Der Morgen graute, und ein paar Stunden verflossen ohne Nachricht vom Grafen. Wir fingen nun an, zu fürchten, er möchte, da er keinen Compaß bei sich hatte, irregeworden seyn und in einer falschen Richtung fortreiten. Auf diese Weise verirren sich Nachzügler oft Tage lang; und er hatte gar keinen Mundvorrath bei sich, verstand lediglich nichts vom Waldleben, und konnte leicht einem lauernden oder streifenden Haufen von Wilden in die Hände fallen. Sobald daher unsre Leute gefrühstückt hatten, riefen wir Freiwillige zu einem Streifzuge nach dem Grafen auf. Nicht lange, so war ein Dutzend Jäger auf den besten, frischesten Rossen, mit Büchsen bewaffnet, gerüstet; unsere Mestizen, Beatte und Antoine, so wie unser kleiner Franzose, schlossen sich voll Eifer an. Der Dilettant und ich stellten uns an die Spitze, um den Weg an den Platz zu zeigen, wo wir zuletzt mit dem Grafen gejagt, und man brach in die Prairie auf. Ein Ritt von ein paar Meilen brachte uns zu den zwei Büffeln, die wir geschossen. Ein Heer räuberischer Wölfe erlustigte sich bereits daran; als wir herbeikamen, schlichen sie sich mit sichtbarem Widerstreben und schuftigen Blicken ein paar hundert Yards zur Seite und harrten unseres Abzugs, um ihr Mahl fortzusetzen.

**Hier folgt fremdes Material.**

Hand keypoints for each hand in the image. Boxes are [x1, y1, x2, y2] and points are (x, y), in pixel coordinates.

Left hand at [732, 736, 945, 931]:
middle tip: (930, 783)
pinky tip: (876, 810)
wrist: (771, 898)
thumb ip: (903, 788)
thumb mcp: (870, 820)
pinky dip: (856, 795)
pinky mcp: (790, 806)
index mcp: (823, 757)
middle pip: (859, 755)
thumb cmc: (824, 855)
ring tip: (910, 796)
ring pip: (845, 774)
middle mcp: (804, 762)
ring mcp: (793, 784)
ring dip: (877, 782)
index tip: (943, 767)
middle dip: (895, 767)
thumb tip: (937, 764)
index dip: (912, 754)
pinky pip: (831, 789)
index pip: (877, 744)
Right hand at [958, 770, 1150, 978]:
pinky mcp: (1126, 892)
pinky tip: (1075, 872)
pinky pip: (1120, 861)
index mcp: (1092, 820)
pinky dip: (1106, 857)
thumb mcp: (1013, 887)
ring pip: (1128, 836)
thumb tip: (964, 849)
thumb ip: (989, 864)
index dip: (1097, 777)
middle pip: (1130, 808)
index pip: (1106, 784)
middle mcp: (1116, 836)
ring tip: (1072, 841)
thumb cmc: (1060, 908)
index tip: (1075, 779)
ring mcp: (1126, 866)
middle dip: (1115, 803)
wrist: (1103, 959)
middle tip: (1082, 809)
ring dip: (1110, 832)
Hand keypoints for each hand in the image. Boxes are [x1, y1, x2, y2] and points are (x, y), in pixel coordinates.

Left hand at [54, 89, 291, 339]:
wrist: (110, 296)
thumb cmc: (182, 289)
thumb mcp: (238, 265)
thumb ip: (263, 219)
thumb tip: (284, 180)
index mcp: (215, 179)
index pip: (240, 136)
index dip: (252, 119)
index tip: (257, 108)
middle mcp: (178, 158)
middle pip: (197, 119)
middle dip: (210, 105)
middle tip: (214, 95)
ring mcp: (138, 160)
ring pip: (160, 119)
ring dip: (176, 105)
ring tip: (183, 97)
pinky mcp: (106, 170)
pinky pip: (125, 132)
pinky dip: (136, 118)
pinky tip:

Ich führte Beatte und Antoine zu der Stelle, von wo der Graf die Jagd allein fortgesetzt. Es war, als brächte man Hunde auf die Fährte; sogleich fanden sie die Spur seines Pferdes aus den Fußstapfen der Büffel heraus, und ritten in starkem Schritt, immer die Spur im Auge, fast ganz gerade aus, über eine Meile weit fort, da kamen sie zu einer Stelle, wo die Heerde aus einander gelaufen und auf einer Wiese hin und hergerannt war. Hier war die Spur des Pferdes zerworfen und kreuzte sich mannichfach; unsere Mestizen gebärdeten sich wie Hunde, welche die Spur verloren. Während wir alle hielten und warteten, bis sie das Labyrinth entwirrt hätten, ließ Beatte einen kurzen, indischen Ruf, oder vielmehr ein Bellen hören, und wies auf eine Anhöhe in der Ferne. Als wir scharf hinblickten, gewahrten wir oben einen Reiter. „Es ist der Graf!“ rief Beatte und sprengte im Galopp davon, der ganze Haufe ihm nach. Aber nach wenigen Augenblicken hielt er sein Pferd an; eine zweite Gestalt zu Pferde war oben auf dem Hügel erschienen. Dieß änderte die Sache ganz: der Graf hatte sich allein verirrt, niemand wurde sonst im Lager vermißt. War einer der Reiter wirklich der Graf, so mußte der andere ein Indier seyn, und dann, aller Wahrscheinlichkeit nach, ein Pawnee. Vielleicht waren Beide Indier, Lauerposten eines in der Nähe versteckten Trupps. Während diese und andere Vermuthungen hastig besprochen wurden, glitten die Reiter über das Profil des Hügels hinunter und kamen uns aus dem Gesicht. Einer der Jäger äußerte, hinter dem Hügel stecke wohl eine Streifpartie von Pawnees, und der Graf werde ihnen in die Hände gefallen seyn. Diese Vorstellung wirkte elektrisch auf den kleinen Haufen; im Nu waren alle Pferde angesprengt, die Mestizen jagten voraus, die jungen Jäger jauchzten laut vor Freude, mit Indiern handgemein zu werden. Ein rasender Galopp brachte uns auf die Anhöhe und zeigte uns unsern Irrthum: in einer Schlucht sahen wir die beiden Reiter bei einem Büffel stehen, den sie geschossen: es waren zwei Jäger, die, ohne daß wir es wußten, etwas früher als wir das Lager verlassen; sie waren geradeswegs hiehergekommen, während wir einen Umweg über die Prairie gemacht hatten.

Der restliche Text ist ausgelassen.